### EXERCISE OBJECTIVE
Return, exactly as written, the lines of the material from its top through the line with "index dip: (262, 164)", keeping pictures out.

### MATERIAL FOR THE TASK
---

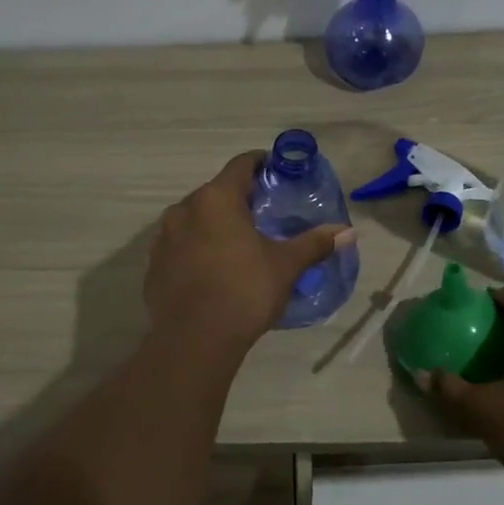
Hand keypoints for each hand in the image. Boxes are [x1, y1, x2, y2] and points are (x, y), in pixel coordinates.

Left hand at [145, 152, 356, 349]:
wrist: (194, 340)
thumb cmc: (244, 291)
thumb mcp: (285, 266)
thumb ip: (314, 243)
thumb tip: (349, 231)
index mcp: (216, 199)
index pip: (241, 165)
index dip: (262, 164)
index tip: (278, 173)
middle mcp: (184, 209)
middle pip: (216, 192)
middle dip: (239, 199)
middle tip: (264, 215)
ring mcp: (164, 238)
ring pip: (195, 219)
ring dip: (215, 225)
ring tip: (239, 244)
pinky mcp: (154, 265)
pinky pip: (180, 246)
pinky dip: (197, 249)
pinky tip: (214, 271)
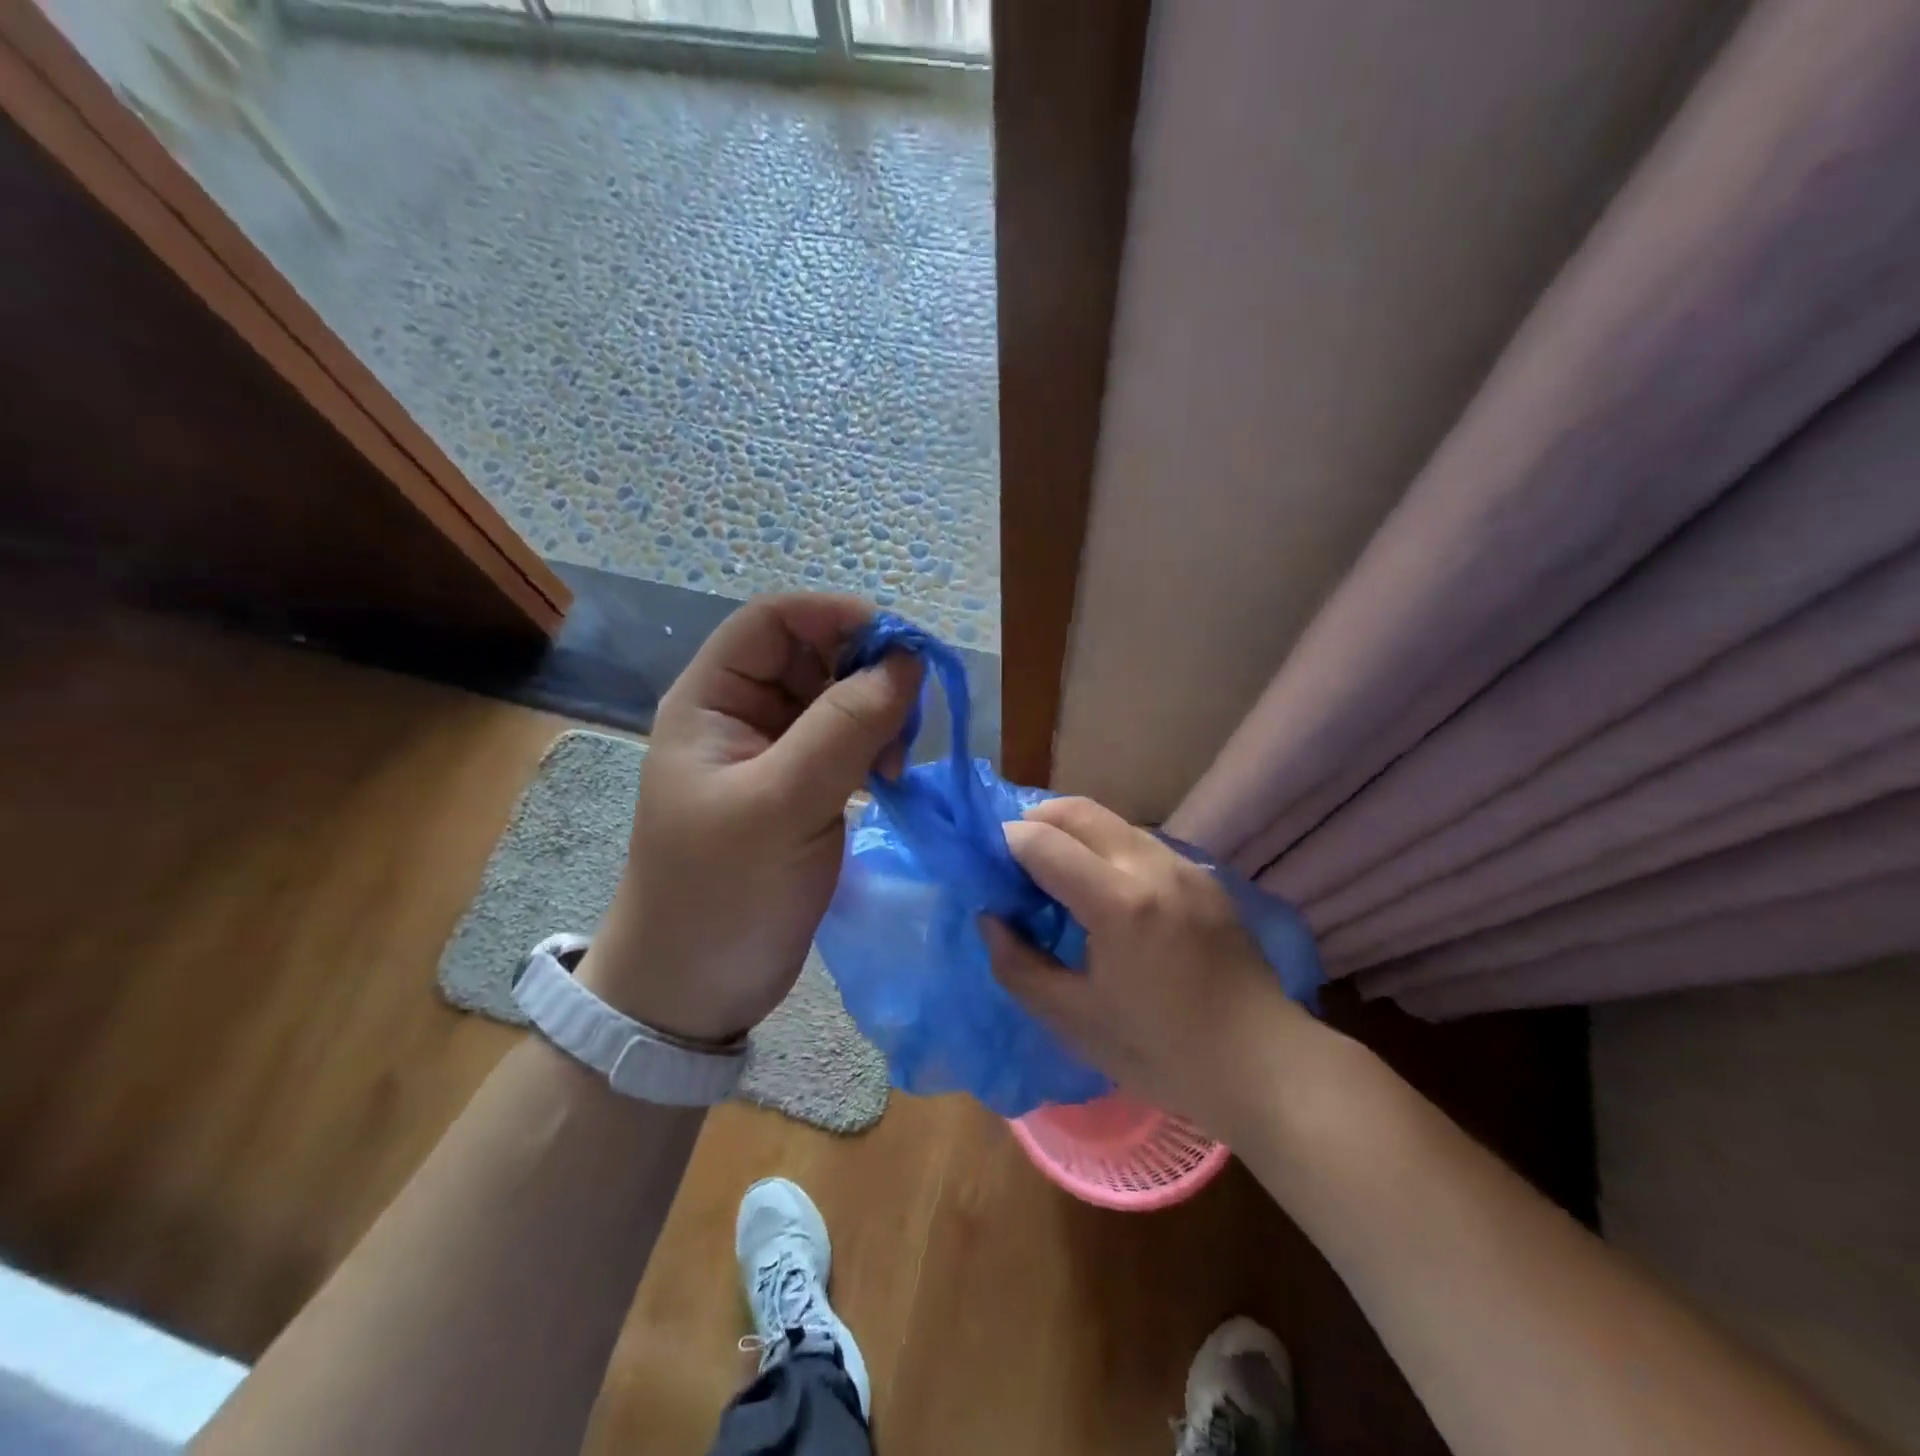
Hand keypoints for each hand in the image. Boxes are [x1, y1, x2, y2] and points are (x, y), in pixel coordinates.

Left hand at [577, 593, 919, 1042]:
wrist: (694, 989)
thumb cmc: (721, 893)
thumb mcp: (782, 805)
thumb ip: (845, 728)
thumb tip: (906, 663)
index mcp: (712, 700)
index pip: (775, 619)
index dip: (836, 616)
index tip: (901, 645)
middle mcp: (741, 714)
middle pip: (814, 655)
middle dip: (865, 672)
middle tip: (906, 718)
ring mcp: (773, 753)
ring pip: (838, 699)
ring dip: (876, 714)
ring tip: (893, 762)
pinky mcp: (801, 789)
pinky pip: (847, 743)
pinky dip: (875, 748)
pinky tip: (888, 780)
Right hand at [983, 797, 1306, 1121]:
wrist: (1264, 1065)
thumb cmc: (1162, 1053)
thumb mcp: (1075, 1022)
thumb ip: (1018, 965)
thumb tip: (990, 918)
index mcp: (1119, 902)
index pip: (1042, 842)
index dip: (1004, 845)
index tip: (987, 868)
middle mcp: (1153, 866)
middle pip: (1078, 811)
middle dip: (1034, 821)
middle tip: (1012, 859)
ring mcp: (1185, 866)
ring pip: (1111, 822)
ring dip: (1072, 832)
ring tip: (1054, 874)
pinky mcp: (1204, 877)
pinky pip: (1140, 842)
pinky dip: (1105, 848)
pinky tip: (1102, 892)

---

### ANSWER BELOW
Hand keypoints for each hand in the image. Boxes are [x1, y1, x2, y2] and points are (x, y), in pixel coordinates.

Left hand at [145, 152, 356, 349]:
wrist: (194, 340)
thumb cmc: (244, 291)
thumb mcp: (285, 266)
thumb ip: (314, 243)
thumb tip: (349, 231)
index mcp: (216, 199)
index pip: (241, 165)
index dip: (262, 164)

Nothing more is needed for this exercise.